As first published in Social Housing, 20 December 2017.
Merger is not the only way for housing associations to unlock capacity, writes Andrew Cowan, of Devonshires.
Over the last 10 years, mergers have proved to be one of the most useful tools for improving efficiency and unlocking development capacity in the sector.
This is often because they provide a suitable framework for placemaking and improve resilience and access to specialisms, which enhance this offering.
But as housing associations consolidate, it is becoming increasingly difficult to increase capacity to build. Legacy financial covenants agreed with lenders and the slide rules of credit rating agencies are pitted against the aspiration to deliver more in a low capital grant environment.
Despite this, housing associations are under pressure to build more.
The issue is that on paper, the global balance sheet provides a consolidated view that the sector has significant capacity to get more spades in the ground – a point underlined again by the Chancellor in the Autumn Budget.
To overcome these challenges and avoid a potentially negative political response, housing associations could consider alternative partnership models to help meet the UK’s ambitious housebuilding targets.
Sector-led joint ventures
One option is for community-based or specialist housing associations to form joint ventures with larger developing associations.
Many housing associations, especially community-based or specialist ones, don’t have the risk appetite or specialist staff required to deliver a cross-subsidy development programme at scale.
Conversely, many community-based organisations remain vibrant, delivering local-focussed products which are targeted to the specific needs of the region and stakeholders.
Merging may not be an option as the board may feel that this could risk diluting their organisation’s focus.
However, their local relationships often mean that they have access to land which they do not have the capacity to maximise.
On the other hand, larger housing associations are already used to joint ventures in development.
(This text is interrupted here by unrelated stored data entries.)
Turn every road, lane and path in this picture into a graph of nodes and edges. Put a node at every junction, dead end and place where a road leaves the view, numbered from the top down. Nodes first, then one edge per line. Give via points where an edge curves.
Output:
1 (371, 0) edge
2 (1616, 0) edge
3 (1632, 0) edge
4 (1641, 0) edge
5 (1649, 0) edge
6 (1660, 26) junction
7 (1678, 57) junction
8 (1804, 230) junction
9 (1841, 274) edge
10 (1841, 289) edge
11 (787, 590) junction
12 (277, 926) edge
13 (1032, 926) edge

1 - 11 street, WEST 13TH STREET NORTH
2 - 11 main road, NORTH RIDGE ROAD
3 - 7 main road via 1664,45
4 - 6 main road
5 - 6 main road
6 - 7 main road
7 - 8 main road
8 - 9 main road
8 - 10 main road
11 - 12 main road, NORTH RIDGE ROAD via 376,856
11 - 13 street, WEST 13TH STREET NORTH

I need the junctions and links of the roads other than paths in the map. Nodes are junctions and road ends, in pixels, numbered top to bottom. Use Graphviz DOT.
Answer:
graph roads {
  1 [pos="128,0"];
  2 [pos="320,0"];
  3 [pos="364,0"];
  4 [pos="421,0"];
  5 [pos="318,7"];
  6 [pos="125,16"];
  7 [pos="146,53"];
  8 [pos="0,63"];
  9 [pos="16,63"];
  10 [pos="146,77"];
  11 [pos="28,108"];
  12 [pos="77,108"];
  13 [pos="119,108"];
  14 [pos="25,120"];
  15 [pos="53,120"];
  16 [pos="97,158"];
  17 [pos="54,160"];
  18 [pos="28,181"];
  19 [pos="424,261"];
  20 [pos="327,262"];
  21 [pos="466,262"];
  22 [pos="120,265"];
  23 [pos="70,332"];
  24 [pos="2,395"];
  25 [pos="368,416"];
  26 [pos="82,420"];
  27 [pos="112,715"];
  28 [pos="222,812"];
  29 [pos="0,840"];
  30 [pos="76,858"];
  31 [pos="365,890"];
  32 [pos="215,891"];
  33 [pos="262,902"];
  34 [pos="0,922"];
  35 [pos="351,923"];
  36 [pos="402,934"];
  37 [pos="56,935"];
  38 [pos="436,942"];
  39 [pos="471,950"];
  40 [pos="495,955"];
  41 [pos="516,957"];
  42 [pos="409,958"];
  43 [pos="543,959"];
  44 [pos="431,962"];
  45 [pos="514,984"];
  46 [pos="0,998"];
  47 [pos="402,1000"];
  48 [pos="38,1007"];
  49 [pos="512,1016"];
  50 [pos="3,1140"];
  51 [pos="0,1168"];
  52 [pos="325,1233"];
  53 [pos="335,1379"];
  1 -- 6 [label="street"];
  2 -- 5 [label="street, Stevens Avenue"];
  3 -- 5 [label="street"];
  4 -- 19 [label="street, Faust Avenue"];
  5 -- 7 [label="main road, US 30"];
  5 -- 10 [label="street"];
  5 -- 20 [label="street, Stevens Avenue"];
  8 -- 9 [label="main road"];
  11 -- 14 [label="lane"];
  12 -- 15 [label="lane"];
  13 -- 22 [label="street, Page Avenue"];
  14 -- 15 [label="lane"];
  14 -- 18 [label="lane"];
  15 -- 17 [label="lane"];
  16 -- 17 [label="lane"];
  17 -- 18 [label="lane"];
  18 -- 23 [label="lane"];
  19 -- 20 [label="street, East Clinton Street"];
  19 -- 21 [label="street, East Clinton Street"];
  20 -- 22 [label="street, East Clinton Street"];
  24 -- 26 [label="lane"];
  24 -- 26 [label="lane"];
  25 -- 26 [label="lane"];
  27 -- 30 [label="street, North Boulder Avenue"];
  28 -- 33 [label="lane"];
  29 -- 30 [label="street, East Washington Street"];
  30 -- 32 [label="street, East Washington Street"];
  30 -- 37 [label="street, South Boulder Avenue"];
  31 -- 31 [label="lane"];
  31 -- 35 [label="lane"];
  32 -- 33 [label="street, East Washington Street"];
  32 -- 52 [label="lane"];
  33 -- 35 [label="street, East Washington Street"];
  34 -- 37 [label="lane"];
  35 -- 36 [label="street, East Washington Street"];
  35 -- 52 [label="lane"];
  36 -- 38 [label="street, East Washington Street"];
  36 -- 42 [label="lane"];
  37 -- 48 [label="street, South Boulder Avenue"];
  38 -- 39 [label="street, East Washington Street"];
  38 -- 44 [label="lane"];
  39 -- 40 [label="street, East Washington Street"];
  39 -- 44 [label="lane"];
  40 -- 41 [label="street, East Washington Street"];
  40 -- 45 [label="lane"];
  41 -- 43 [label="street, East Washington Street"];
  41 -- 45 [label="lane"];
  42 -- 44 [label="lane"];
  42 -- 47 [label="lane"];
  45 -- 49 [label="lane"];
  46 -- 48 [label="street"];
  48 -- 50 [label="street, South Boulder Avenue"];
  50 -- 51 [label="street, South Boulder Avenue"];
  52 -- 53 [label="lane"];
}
They are experienced in sharing risk and reward, and increasingly, in being relatively passive capital investors in schemes with developers.
The issue faced by many of these entities is securing the land to develop plus their resources are limited.
As a result, a sale of their social housing assets to another entity has the macro-positive effect of bringing any spare financial capacity of the recipient organisation into use.
Bringing these organisations together would enable them to benefit from complementary skills, experience and resources, and help to harness the development capacity of the sector as a whole.
Unlike with mergers, a joint venture structure would offer more flexibility as is not “forever”.
This would provide each organisation with the time to establish the relationship and to test their own appetites for partnership working whether that’s with each other or different parties.
It may be that they eventually decide to merge, but if they do, they will also benefit from a clearer understanding of each other’s expectations and the outcome of their relationship.
Making it happen
The London & Quadrant and Trafford joint venture is a good example of this type of model.
This transaction brought together a housing association, which is willing to invest and share its resources on a wider placemaking basis, with a large regional LSVT, creating significant capacity which otherwise, may not have been possible to achieve.
The fact that L&Q was not a regional player in Manchester is a feature which may be replicated in similar joint ventures, as it could avoid associations jeopardising existing development relationships that – while successful – may not offer the same development capacity.
Stepping up to the plate
The impact of deregulation and consolidation in recent years means that there are already significant differences in size, culture and ambition between housing associations.
This is breaking down competitive barriers and opening the door for new partnerships that historically, would not have been possible.
Mergers will always have their place but if the sector is to deliver on new homes and retain its community based skills then new ways of working together could be established.
Sector-led joint ventures could be more effective in overcoming the challenges set by the Government and enable housing associations of all shapes and sizes to play a role in helping to solve the housing crisis.
Andrew Cowan is head of social housing at Devonshires.